# Assigned task
Copy every line below that has the word "Please" in it.

# Source data
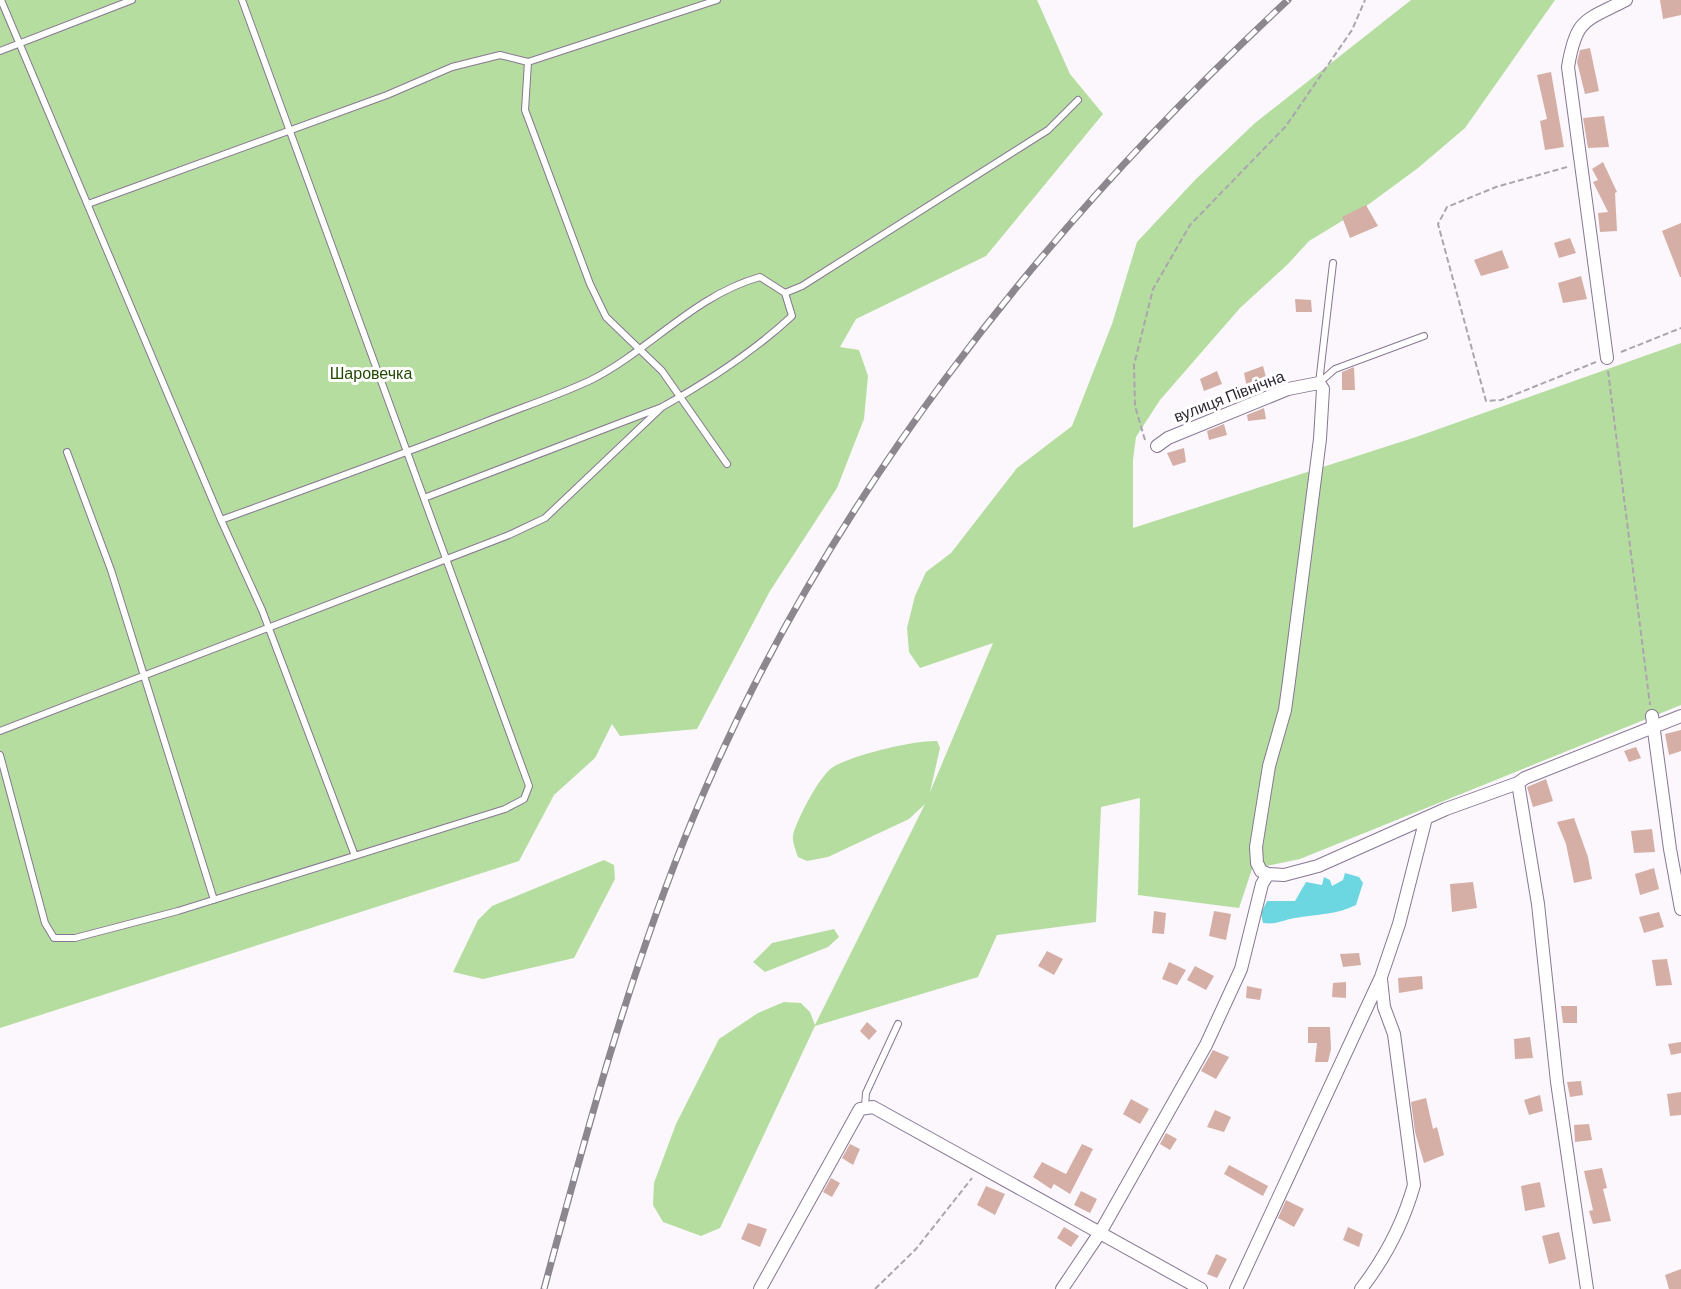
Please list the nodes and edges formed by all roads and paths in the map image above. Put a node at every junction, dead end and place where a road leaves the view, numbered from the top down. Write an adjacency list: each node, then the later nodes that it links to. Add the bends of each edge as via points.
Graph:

...

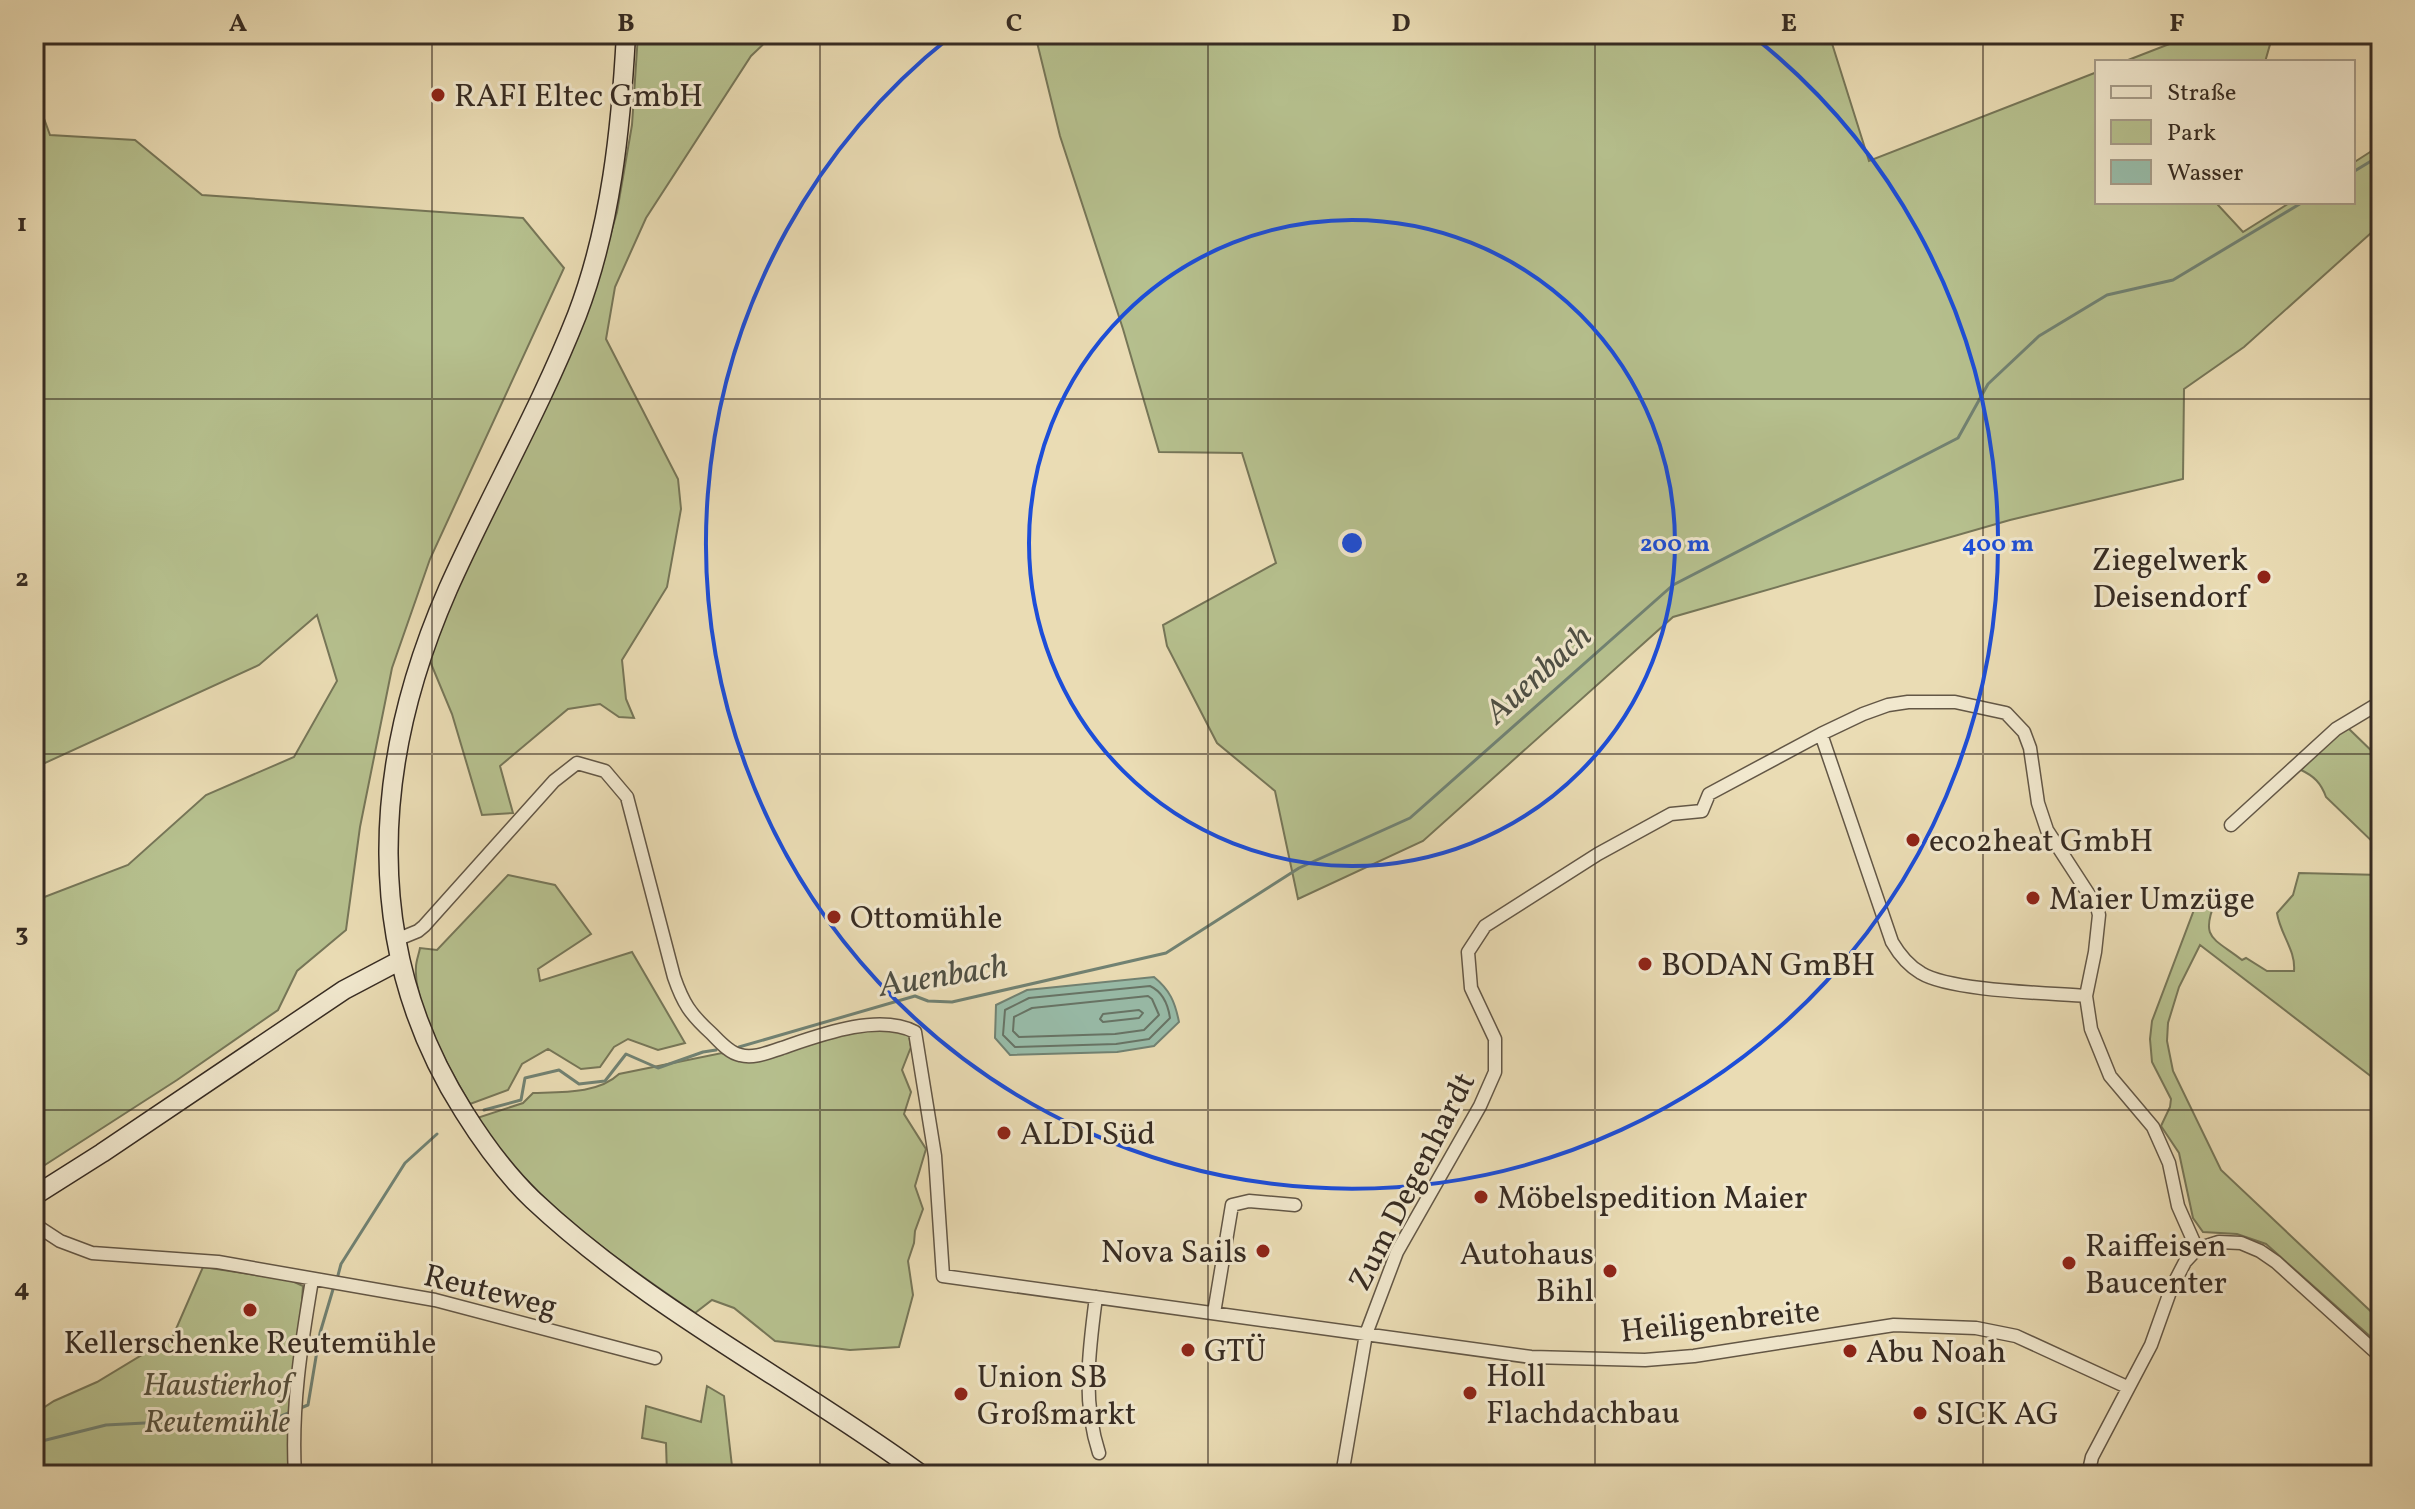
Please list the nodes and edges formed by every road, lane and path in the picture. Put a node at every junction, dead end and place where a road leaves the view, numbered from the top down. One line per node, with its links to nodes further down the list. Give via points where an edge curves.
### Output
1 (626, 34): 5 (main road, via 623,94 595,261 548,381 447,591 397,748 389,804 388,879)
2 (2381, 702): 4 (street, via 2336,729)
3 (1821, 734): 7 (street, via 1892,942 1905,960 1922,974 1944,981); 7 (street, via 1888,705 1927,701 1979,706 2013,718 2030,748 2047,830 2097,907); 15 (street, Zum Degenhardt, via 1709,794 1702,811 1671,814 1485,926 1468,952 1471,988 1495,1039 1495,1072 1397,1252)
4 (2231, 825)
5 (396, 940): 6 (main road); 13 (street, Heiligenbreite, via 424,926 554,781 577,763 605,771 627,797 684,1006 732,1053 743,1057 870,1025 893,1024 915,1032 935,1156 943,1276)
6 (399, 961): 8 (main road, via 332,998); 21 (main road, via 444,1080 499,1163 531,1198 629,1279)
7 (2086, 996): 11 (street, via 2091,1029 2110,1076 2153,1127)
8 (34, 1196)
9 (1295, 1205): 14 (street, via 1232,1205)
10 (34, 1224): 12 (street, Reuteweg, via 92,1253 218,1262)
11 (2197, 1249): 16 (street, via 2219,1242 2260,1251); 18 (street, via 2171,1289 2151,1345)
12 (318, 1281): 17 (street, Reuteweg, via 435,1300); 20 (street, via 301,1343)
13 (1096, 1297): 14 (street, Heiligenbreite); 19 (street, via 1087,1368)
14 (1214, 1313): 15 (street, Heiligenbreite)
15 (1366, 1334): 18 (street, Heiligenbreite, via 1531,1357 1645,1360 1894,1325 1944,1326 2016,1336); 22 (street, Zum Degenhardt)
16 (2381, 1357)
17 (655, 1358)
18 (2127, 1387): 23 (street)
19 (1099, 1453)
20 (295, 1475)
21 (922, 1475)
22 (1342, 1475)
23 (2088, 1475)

---

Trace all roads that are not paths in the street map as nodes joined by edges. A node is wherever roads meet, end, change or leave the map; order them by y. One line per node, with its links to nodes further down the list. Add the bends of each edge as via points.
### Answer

# Solution below
Please list the nodes and edges formed by all roads and paths in the map image above. Put a node at every junction, dead end and place where a road leaves the view, numbered from the top down. Write an adjacency list: each node, then the later nodes that it links to. Add the bends of each edge as via points.
Please list the nodes and edges formed by every road, lane and path in the picture. Put a node at every junction, dead end and place where a road leaves the view, numbered from the top down. One line per node, with its links to nodes further down the list. Give via points where an edge curves.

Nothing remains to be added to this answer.